Myke Cole's Breach Zone is so complete on its own that knowledge of prior work isn't essential to understanding and enjoying it. But it's an outstanding advertisement for his earlier works to those who haven't read them. It's clear that the reader's relationship with characters from earlier books, if fleshed out in through experience with them, could make the climax of the story more deeply resonant with readers. But it's perfectly capable of standing on its own.
And it's a delight.
Breach Zone presents a rare respect for every kind of character that exists in the story: civilian and government; military and law enforcement; super and normal; outlaw and posse.

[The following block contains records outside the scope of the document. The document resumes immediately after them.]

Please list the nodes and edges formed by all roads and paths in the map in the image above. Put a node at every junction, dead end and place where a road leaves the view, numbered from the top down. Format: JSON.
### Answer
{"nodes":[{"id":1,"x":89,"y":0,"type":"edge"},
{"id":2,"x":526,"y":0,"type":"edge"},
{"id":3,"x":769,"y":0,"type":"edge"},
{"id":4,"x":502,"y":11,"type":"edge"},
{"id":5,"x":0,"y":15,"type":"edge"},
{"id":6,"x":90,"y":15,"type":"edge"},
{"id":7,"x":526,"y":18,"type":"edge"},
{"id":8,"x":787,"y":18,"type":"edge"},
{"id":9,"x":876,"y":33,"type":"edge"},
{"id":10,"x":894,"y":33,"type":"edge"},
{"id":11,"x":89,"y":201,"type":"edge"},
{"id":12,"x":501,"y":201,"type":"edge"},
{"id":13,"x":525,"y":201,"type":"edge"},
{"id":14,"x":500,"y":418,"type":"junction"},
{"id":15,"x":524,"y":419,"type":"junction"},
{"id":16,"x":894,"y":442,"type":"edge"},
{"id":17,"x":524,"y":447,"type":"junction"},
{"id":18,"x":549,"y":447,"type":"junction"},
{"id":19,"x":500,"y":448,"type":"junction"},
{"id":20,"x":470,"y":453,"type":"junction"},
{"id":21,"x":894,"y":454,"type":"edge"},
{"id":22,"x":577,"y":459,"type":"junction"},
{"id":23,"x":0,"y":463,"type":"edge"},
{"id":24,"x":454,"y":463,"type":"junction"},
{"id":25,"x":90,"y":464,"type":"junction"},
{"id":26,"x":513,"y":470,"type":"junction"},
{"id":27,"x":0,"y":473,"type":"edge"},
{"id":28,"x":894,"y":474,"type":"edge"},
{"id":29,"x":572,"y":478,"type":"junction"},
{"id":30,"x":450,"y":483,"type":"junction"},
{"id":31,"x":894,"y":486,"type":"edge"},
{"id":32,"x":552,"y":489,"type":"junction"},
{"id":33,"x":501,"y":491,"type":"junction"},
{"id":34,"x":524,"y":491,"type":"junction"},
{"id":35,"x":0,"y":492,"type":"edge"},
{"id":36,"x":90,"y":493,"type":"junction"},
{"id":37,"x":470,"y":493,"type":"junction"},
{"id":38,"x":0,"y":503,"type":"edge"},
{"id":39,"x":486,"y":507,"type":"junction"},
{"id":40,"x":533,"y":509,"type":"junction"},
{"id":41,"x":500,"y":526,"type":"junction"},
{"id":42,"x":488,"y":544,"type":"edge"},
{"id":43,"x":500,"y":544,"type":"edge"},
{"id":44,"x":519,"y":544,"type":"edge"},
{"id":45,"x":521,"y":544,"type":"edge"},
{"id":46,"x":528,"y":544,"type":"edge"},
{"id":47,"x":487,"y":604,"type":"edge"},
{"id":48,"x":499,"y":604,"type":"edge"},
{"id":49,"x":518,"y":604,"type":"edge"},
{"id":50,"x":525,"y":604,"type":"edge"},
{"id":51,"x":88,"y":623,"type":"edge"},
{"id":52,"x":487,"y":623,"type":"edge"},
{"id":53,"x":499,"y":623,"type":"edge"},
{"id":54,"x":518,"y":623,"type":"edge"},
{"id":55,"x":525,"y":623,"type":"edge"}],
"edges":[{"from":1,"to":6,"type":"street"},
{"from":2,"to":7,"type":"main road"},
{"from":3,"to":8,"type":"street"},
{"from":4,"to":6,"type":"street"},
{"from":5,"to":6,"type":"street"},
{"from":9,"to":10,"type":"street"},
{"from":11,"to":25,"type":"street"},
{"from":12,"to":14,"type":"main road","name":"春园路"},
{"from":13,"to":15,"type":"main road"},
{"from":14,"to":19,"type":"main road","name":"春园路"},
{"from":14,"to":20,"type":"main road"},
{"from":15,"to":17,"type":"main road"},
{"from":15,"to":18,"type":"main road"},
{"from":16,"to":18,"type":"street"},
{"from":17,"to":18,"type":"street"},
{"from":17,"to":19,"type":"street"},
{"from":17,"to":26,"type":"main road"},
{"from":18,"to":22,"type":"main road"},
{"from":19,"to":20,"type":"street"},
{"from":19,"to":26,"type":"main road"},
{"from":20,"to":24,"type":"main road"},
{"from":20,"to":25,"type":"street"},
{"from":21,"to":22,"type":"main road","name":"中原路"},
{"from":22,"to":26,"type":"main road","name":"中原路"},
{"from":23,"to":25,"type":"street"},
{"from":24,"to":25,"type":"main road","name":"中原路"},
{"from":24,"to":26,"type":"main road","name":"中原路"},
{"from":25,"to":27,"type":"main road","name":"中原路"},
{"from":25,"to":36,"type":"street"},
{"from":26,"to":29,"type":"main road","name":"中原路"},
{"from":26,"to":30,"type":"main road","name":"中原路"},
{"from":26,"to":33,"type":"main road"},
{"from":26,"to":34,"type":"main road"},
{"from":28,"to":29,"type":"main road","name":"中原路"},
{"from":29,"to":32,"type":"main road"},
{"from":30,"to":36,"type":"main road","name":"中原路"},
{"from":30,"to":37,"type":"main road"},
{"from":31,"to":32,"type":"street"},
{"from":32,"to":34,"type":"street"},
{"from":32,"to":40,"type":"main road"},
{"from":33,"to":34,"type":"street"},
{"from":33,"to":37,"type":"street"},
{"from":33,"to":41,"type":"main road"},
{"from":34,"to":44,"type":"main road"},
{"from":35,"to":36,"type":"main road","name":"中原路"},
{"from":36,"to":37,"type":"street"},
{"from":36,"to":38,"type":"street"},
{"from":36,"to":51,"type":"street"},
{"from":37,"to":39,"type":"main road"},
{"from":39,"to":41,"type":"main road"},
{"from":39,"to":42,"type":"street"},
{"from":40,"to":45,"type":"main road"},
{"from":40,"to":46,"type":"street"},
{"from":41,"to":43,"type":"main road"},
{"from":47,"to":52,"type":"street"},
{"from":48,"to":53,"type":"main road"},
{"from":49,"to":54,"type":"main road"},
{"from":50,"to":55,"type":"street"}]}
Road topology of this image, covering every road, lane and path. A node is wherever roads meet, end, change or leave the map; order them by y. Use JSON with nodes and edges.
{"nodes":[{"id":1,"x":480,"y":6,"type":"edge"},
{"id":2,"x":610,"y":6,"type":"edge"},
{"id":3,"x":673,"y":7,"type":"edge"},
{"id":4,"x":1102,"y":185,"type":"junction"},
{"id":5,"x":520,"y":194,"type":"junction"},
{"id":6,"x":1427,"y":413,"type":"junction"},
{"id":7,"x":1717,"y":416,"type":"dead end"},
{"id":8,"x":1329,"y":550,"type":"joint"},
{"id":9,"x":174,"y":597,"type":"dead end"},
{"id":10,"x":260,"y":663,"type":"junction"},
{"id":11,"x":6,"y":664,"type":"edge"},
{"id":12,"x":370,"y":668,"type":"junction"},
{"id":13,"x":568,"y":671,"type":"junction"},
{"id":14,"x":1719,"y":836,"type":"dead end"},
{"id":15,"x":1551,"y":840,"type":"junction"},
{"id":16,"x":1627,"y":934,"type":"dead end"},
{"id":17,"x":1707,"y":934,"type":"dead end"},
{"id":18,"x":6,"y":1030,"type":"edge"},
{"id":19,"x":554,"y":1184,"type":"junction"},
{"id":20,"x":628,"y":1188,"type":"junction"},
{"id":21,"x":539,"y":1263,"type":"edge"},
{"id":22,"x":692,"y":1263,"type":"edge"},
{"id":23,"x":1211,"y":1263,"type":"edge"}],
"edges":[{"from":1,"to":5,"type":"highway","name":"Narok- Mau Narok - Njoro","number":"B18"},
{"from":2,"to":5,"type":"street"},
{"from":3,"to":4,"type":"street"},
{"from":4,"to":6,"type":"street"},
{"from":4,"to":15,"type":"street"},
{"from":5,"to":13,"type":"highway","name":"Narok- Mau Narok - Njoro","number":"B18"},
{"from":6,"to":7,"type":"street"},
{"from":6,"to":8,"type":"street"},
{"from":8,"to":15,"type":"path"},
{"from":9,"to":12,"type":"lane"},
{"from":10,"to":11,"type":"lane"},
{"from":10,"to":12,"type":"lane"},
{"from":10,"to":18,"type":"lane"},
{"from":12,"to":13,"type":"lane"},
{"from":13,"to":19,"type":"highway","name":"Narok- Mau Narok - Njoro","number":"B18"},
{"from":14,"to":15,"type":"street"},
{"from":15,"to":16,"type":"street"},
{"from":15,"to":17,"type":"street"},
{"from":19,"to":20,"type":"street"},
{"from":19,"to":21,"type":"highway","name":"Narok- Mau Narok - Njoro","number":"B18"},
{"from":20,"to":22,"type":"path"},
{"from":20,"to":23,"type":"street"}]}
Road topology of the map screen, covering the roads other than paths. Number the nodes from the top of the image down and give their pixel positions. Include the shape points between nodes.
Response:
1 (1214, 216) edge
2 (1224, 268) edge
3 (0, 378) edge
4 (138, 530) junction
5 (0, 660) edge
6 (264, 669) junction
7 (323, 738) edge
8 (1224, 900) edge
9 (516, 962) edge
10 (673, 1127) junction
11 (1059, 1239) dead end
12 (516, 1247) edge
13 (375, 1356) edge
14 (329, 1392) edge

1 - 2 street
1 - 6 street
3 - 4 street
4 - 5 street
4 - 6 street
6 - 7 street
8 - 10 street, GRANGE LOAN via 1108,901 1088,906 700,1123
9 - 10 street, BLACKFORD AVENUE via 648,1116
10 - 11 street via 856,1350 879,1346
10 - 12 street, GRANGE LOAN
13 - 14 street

The fact all the adversary veiwpoints are so believable – and their positions presented so sympathetically – makes the conflict and its resolution so much more enjoyable than plain-vanilla black-and-white tales involving constructed characters of pure evil and their necessarily-attracted protagonist opponents. Sure, Myke Cole also must construct his characters – but they don't have that stamped-from-the-mold feel one sees in characters made with less care. Cole's central characters have a "real" feel that's a pleasure to see and read.
Best of all, there are already two more to read.